Source data section start

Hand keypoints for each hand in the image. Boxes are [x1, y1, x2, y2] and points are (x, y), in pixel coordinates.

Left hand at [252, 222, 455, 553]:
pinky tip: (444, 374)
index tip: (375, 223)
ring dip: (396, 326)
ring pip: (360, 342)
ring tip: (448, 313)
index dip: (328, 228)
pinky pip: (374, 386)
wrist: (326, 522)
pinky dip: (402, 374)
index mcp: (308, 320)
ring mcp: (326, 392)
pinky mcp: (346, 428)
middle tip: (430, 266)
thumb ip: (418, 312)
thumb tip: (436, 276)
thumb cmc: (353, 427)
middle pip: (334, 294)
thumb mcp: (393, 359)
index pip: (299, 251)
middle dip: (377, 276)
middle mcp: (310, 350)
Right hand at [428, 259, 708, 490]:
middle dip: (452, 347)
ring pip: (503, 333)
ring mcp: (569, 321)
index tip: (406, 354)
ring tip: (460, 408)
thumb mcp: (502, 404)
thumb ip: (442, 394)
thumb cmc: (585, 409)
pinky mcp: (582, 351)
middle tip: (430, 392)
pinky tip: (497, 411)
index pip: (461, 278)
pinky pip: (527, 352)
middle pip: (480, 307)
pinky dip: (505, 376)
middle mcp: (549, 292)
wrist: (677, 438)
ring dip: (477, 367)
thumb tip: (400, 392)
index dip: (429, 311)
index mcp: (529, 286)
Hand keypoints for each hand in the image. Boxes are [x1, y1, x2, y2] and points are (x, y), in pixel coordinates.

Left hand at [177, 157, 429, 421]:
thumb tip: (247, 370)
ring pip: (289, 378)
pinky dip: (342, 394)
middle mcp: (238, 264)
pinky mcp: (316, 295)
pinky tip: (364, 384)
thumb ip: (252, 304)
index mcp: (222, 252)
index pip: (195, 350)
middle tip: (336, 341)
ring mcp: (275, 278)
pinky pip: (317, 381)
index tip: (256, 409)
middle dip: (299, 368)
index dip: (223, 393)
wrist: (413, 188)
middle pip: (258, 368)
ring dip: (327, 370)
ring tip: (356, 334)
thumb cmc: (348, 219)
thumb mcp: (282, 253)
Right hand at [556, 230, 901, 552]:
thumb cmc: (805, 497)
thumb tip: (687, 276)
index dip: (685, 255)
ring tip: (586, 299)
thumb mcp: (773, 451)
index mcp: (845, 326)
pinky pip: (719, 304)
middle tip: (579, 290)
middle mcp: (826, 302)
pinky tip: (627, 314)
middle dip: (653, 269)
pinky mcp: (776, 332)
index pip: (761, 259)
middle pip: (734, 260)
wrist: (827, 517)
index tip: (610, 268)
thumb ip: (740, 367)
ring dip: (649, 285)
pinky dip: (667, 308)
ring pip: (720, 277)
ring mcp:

Source data section end

Activity – In full and without error, transcribe each of the entries.

Result of this exercise –
Hand keypoints for each hand in the image. Boxes are [x1, y1, x2, y2] and points are (x, y), in pixel coordinates.

Left hand at [252, 222, 455, 553]:
pinky tip: (444, 374)
index tip: (375, 223)
ring dip: (396, 326)
ring pip: (360, 342)
ring tip: (448, 313)
index dip: (328, 228)
pinky pip: (374, 386)
wrist: (326, 522)
pinky dip: (402, 374)
index mcp: (308, 320)
ring mcp: (326, 392)
pinky mcp: (346, 428)
middle tip: (430, 266)
thumb ip: (418, 312)
thumb tip: (436, 276)
thumb cmc: (353, 427)
middle pip: (334, 294)
thumb mcp: (393, 359)
index pip: (299, 251)
middle dip: (377, 276)
middle mcp: (310, 350)
Right hand at [428, 259, 708, 490]:
middle dip: (452, 347)
ring pip: (503, 333)
ring mcp: (569, 321)
index tip: (406, 354)
ring tip: (460, 408)
thumb mcp: (502, 404)
thumb ip: (442, 394)
thumb cmc: (585, 409)
pinky mcp: (582, 351)
middle tip: (430, 392)
pinky tip: (497, 411)
index pip: (461, 278)
pinky pip: (527, 352)
middle pip: (480, 307)
pinky dip: (505, 376)
middle mcp: (549, 292)
wrist: (677, 438)
ring dip: (477, 367)
thumb tip: (400, 392)
index dip: (429, 311)
index mcp: (529, 286)
Hand keypoints for each hand in the image. Boxes are [x1, y1, x2, y2] and points are (x, y), in pixel coordinates.

Left hand at [177, 157, 429, 421]:
thumb tip: (247, 370)
ring pip: (289, 378)
pinky dip: (342, 394)
middle mcp: (238, 264)
pinky mcp: (316, 295)
pinky tip: (364, 384)
thumb ip: (252, 304)
index mcp: (222, 252)
index pip: (195, 350)
middle tip: (336, 341)
ring mcp: (275, 278)
pinky pip: (317, 381)
index tip: (256, 409)
middle dip: (299, 368)
index dip: (223, 393)
wrist: (413, 188)
middle pip: (258, 368)
ring dip: (327, 370)
ring tip: (356, 334)
thumb cmc: (348, 219)
thumb mcp: (282, 253)
Right hand at [556, 230, 901, 552]:
thumb cmc: (805, 497)
thumb tip: (687, 276)
index dip: (685, 255)
ring tip: (586, 299)
thumb mcp: (773, 451)
index mcp: (845, 326)
pinky pip: (719, 304)
middle tip: (579, 290)
middle mcp: (826, 302)
pinky tip: (627, 314)
middle dip: (653, 269)
pinky mcp: (776, 332)
index pip: (761, 259)
middle pip: (734, 260)
wrist: (827, 517)
index tip: (610, 268)
thumb ip: (740, 367)
ring dip: (649, 285)
pinky dip: (667, 308)
ring pip: (720, 277)
ring mcp:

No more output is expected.